Stored data
════════════════
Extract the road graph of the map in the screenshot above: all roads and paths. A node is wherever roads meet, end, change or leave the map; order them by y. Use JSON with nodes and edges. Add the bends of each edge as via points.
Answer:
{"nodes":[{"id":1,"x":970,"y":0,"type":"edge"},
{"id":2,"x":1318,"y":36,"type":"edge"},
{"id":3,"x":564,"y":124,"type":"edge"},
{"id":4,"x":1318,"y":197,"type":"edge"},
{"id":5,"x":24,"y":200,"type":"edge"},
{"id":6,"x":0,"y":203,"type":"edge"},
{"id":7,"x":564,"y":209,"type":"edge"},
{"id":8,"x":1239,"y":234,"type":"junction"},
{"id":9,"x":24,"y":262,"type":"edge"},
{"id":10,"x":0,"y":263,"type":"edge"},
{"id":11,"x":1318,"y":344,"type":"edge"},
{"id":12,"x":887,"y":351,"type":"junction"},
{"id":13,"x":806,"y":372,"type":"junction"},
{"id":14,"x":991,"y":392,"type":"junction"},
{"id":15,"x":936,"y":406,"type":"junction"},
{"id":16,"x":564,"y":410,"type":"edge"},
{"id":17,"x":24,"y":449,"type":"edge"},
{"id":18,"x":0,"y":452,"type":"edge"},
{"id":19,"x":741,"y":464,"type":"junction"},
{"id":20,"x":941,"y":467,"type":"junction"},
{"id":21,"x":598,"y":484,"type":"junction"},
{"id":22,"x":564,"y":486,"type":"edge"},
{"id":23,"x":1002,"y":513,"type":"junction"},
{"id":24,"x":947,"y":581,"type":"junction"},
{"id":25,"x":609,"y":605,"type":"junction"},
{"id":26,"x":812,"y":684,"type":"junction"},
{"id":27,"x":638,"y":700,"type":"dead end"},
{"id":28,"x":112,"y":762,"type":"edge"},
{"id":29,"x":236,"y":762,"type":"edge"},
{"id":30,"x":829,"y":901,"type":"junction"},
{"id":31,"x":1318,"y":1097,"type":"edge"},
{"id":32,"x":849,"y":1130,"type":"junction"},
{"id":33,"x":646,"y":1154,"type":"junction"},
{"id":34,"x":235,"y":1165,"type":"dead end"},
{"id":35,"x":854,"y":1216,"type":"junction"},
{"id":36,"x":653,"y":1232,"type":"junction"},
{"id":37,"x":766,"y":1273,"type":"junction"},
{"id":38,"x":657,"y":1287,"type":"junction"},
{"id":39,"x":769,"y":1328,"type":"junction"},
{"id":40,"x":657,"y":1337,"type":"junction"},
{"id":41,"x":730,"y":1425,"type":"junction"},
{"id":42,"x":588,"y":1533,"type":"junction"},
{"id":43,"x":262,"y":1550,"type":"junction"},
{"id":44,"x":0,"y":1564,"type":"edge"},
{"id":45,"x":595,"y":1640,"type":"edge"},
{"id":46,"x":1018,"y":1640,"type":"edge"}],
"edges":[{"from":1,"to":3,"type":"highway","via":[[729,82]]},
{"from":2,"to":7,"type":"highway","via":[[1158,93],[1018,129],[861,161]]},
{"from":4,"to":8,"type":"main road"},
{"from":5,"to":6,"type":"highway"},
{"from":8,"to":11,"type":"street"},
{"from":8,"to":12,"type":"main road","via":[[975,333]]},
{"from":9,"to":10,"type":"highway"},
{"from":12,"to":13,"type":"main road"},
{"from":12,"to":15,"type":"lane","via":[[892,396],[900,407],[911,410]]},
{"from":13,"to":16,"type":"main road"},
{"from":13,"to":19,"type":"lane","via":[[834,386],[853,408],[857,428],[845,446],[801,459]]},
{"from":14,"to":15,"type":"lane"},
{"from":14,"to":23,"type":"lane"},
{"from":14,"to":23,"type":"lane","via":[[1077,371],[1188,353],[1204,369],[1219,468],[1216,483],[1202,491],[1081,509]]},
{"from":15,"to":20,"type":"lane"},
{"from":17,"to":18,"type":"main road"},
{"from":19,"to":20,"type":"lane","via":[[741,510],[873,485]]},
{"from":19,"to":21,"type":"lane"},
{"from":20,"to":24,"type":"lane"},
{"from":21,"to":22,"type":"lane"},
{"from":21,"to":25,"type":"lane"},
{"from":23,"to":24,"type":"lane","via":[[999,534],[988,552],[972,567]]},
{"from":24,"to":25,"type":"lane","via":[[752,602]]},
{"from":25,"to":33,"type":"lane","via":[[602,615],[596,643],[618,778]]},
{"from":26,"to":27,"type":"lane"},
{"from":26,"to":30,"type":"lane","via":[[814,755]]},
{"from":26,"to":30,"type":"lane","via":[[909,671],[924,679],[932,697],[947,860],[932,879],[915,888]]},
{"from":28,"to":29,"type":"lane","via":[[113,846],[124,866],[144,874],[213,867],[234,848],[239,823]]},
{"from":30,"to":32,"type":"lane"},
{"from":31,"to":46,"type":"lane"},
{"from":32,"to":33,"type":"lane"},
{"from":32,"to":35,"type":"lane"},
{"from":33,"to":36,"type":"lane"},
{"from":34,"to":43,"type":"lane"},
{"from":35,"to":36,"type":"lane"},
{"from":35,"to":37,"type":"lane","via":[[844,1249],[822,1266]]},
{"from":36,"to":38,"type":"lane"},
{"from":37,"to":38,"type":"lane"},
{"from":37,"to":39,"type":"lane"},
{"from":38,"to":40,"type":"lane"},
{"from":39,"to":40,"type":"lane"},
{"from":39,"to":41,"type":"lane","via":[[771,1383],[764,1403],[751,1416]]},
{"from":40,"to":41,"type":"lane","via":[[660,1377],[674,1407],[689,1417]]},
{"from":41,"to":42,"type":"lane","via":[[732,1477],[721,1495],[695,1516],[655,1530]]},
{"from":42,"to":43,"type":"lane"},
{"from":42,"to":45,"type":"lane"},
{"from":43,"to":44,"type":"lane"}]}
════════════════
▶ **Directions**
Transcribe all of the data above, character for character.

▶ **Problem solution**
Extract the road graph of the map in the screenshot above: all roads and paths. A node is wherever roads meet, end, change or leave the map; order them by y. Use JSON with nodes and edges. Add the bends of each edge as via points.
Answer:
{"nodes":[{"id":1,"x":970,"y":0,"type":"edge"},
{"id":2,"x":1318,"y":36,"type":"edge"},
{"id":3,"x":564,"y":124,"type":"edge"},
{"id":4,"x":1318,"y":197,"type":"edge"},
{"id":5,"x":24,"y":200,"type":"edge"},
{"id":6,"x":0,"y":203,"type":"edge"},
{"id":7,"x":564,"y":209,"type":"edge"},
{"id":8,"x":1239,"y":234,"type":"junction"},
{"id":9,"x":24,"y":262,"type":"edge"},
{"id":10,"x":0,"y":263,"type":"edge"},
{"id":11,"x":1318,"y":344,"type":"edge"},
{"id":12,"x":887,"y":351,"type":"junction"},
{"id":13,"x":806,"y":372,"type":"junction"},
{"id":14,"x":991,"y":392,"type":"junction"},
{"id":15,"x":936,"y":406,"type":"junction"},
{"id":16,"x":564,"y":410,"type":"edge"},
{"id":17,"x":24,"y":449,"type":"edge"},
{"id":18,"x":0,"y":452,"type":"edge"},
{"id":19,"x":741,"y":464,"type":"junction"},
{"id":20,"x":941,"y":467,"type":"junction"},
{"id":21,"x":598,"y":484,"type":"junction"},
{"id":22,"x":564,"y":486,"type":"edge"},
{"id":23,"x":1002,"y":513,"type":"junction"},
{"id":24,"x":947,"y":581,"type":"junction"},
{"id":25,"x":609,"y":605,"type":"junction"},
{"id":26,"x":812,"y":684,"type":"junction"},
{"id":27,"x":638,"y":700,"type":"dead end"},
{"id":28,"x":112,"y":762,"type":"edge"},
{"id":29,"x":236,"y":762,"type":"edge"},
{"id":30,"x":829,"y":901,"type":"junction"},
{"id":31,"x":1318,"y":1097,"type":"edge"},
{"id":32,"x":849,"y":1130,"type":"junction"},
{"id":33,"x":646,"y":1154,"type":"junction"},
{"id":34,"x":235,"y":1165,"type":"dead end"},
{"id":35,"x":854,"y":1216,"type":"junction"},
{"id":36,"x":653,"y":1232,"type":"junction"},
{"id":37,"x":766,"y":1273,"type":"junction"},
{"id":38,"x":657,"y":1287,"type":"junction"},
{"id":39,"x":769,"y":1328,"type":"junction"},
{"id":40,"x":657,"y":1337,"type":"junction"},
{"id":41,"x":730,"y":1425,"type":"junction"},
{"id":42,"x":588,"y":1533,"type":"junction"},
{"id":43,"x":262,"y":1550,"type":"junction"},
{"id":44,"x":0,"y":1564,"type":"edge"},
{"id":45,"x":595,"y":1640,"type":"edge"},
{"id":46,"x":1018,"y":1640,"type":"edge"}],
"edges":[{"from":1,"to":3,"type":"highway","via":[[729,82]]},
{"from":2,"to":7,"type":"highway","via":[[1158,93],[1018,129],[861,161]]},
{"from":4,"to":8,"type":"main road"},
{"from":5,"to":6,"type":"highway"},
{"from":8,"to":11,"type":"street"},
{"from":8,"to":12,"type":"main road","via":[[975,333]]},
{"from":9,"to":10,"type":"highway"},
{"from":12,"to":13,"type":"main road"},
{"from":12,"to":15,"type":"lane","via":[[892,396],[900,407],[911,410]]},
{"from":13,"to":16,"type":"main road"},
{"from":13,"to":19,"type":"lane","via":[[834,386],[853,408],[857,428],[845,446],[801,459]]},
{"from":14,"to":15,"type":"lane"},
{"from":14,"to":23,"type":"lane"},
{"from":14,"to":23,"type":"lane","via":[[1077,371],[1188,353],[1204,369],[1219,468],[1216,483],[1202,491],[1081,509]]},
{"from":15,"to":20,"type":"lane"},
{"from":17,"to":18,"type":"main road"},
{"from":19,"to":20,"type":"lane","via":[[741,510],[873,485]]},
{"from":19,"to":21,"type":"lane"},
{"from":20,"to":24,"type":"lane"},
{"from":21,"to":22,"type":"lane"},
{"from":21,"to":25,"type":"lane"},
{"from":23,"to":24,"type":"lane","via":[[999,534],[988,552],[972,567]]},
{"from":24,"to":25,"type":"lane","via":[[752,602]]},
{"from":25,"to":33,"type":"lane","via":[[602,615],[596,643],[618,778]]},
{"from":26,"to":27,"type":"lane"},
{"from":26,"to":30,"type":"lane","via":[[814,755]]},
{"from":26,"to":30,"type":"lane","via":[[909,671],[924,679],[932,697],[947,860],[932,879],[915,888]]},
{"from":28,"to":29,"type":"lane","via":[[113,846],[124,866],[144,874],[213,867],[234,848],[239,823]]},
{"from":30,"to":32,"type":"lane"},
{"from":31,"to":46,"type":"lane"},
{"from":32,"to":33,"type":"lane"},
{"from":32,"to":35,"type":"lane"},
{"from":33,"to":36,"type":"lane"},
{"from":34,"to":43,"type":"lane"},
{"from":35,"to":36,"type":"lane"},
{"from":35,"to":37,"type":"lane","via":[[844,1249],[822,1266]]},
{"from":36,"to":38,"type":"lane"},
{"from":37,"to":38,"type":"lane"},
{"from":37,"to":39,"type":"lane"},
{"from":38,"to":40,"type":"lane"},
{"from":39,"to":40,"type":"lane"},
{"from":39,"to":41,"type":"lane","via":[[771,1383],[764,1403],[751,1416]]},
{"from":40,"to":41,"type":"lane","via":[[660,1377],[674,1407],[689,1417]]},
{"from":41,"to":42,"type":"lane","via":[[732,1477],[721,1495],[695,1516],[655,1530]]},
{"from":42,"to":43,"type":"lane"},
{"from":42,"to":45,"type":"lane"},
{"from":43,"to":44,"type":"lane"}]}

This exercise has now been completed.